* **DATA LISTING**:
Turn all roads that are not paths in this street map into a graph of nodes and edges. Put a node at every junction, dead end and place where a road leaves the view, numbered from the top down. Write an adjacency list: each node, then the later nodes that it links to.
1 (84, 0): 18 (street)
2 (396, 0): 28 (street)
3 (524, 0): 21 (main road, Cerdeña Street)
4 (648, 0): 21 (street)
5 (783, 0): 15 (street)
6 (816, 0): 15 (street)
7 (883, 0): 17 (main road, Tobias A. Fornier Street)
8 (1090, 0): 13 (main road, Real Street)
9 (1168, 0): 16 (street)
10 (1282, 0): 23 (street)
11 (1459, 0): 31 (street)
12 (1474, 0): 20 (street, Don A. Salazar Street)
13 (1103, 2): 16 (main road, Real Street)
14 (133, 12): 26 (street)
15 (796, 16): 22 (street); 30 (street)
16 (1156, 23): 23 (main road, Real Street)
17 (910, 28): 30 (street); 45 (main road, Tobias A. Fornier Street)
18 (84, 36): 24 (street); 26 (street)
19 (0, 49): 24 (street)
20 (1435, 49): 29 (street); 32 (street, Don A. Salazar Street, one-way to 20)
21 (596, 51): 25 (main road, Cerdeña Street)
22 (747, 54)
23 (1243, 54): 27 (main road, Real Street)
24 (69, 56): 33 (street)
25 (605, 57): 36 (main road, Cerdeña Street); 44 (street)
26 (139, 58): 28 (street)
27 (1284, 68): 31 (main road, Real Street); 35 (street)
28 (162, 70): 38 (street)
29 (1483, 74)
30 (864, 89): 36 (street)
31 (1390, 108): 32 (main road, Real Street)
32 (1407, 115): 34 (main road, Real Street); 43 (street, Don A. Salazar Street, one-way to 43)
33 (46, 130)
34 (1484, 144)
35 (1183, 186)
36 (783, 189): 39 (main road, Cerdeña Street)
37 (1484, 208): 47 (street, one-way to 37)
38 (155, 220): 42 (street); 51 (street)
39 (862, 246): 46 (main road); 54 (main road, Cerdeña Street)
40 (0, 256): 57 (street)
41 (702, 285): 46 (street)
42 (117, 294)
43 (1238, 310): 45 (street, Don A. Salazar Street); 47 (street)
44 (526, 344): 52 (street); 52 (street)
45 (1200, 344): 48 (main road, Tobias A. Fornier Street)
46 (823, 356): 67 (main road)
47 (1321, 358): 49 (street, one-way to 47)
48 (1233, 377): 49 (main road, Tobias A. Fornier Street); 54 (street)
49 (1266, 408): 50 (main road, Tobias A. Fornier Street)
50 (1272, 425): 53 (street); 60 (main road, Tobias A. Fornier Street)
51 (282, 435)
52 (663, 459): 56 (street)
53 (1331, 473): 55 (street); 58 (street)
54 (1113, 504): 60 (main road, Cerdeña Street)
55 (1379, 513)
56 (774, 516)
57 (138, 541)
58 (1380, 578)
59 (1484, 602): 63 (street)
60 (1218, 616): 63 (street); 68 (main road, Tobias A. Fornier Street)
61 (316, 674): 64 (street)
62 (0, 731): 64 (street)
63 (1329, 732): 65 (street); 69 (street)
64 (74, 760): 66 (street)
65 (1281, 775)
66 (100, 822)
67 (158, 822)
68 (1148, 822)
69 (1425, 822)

* **ACTIVITY**: From the data above, state how many lines contain the string "Fornier", offering no other words.

* **ANSWER TO THIS EXERCISE**: 7